*PROBLEM DETAILS*. Would you please write out every record exactly?

*DATA FOR REVIEW*.
-------------------------

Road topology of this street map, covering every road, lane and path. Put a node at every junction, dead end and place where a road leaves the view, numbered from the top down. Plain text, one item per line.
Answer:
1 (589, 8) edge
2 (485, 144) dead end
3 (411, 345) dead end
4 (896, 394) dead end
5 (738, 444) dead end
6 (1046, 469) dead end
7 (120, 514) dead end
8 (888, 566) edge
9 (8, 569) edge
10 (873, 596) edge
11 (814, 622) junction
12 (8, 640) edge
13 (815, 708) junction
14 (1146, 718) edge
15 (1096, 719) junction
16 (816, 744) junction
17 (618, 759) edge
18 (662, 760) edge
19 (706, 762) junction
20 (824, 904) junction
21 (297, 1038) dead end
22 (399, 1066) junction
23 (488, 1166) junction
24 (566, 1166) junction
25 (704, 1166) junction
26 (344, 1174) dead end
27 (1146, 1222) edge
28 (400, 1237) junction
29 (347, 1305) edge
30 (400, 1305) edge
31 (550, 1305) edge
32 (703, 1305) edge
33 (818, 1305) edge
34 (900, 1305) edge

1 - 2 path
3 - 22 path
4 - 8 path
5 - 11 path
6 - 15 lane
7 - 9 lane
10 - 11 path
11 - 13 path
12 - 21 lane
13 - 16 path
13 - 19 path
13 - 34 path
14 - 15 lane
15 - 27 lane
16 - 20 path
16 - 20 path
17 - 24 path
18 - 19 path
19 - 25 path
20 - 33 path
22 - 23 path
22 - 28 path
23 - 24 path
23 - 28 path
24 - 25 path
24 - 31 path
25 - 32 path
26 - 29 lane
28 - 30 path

-------------------------

*RESPONSE*.
Road topology of this street map, covering every road, lane and path. Put a node at every junction, dead end and place where a road leaves the view, numbered from the top down. Plain text, one item per line.
Answer:
1 (589, 8) edge
2 (485, 144) dead end
3 (411, 345) dead end
4 (896, 394) dead end
5 (738, 444) dead end
6 (1046, 469) dead end
7 (120, 514) dead end
8 (888, 566) edge
9 (8, 569) edge
10 (873, 596) edge
11 (814, 622) junction
12 (8, 640) edge
13 (815, 708) junction
14 (1146, 718) edge
15 (1096, 719) junction
16 (816, 744) junction
17 (618, 759) edge
18 (662, 760) edge
19 (706, 762) junction
20 (824, 904) junction
21 (297, 1038) dead end
22 (399, 1066) junction
23 (488, 1166) junction
24 (566, 1166) junction
25 (704, 1166) junction
26 (344, 1174) dead end
27 (1146, 1222) edge
28 (400, 1237) junction
29 (347, 1305) edge
30 (400, 1305) edge
31 (550, 1305) edge
32 (703, 1305) edge
33 (818, 1305) edge
34 (900, 1305) edge

1 - 2 path
3 - 22 path
4 - 8 path
5 - 11 path
6 - 15 lane
7 - 9 lane
10 - 11 path
11 - 13 path
12 - 21 lane
13 - 16 path
13 - 19 path
13 - 34 path
14 - 15 lane
15 - 27 lane
16 - 20 path
16 - 20 path
17 - 24 path
18 - 19 path
19 - 25 path
20 - 33 path
22 - 23 path
22 - 28 path
23 - 24 path
23 - 28 path
24 - 25 path
24 - 31 path
25 - 32 path
26 - 29 lane
28 - 30 path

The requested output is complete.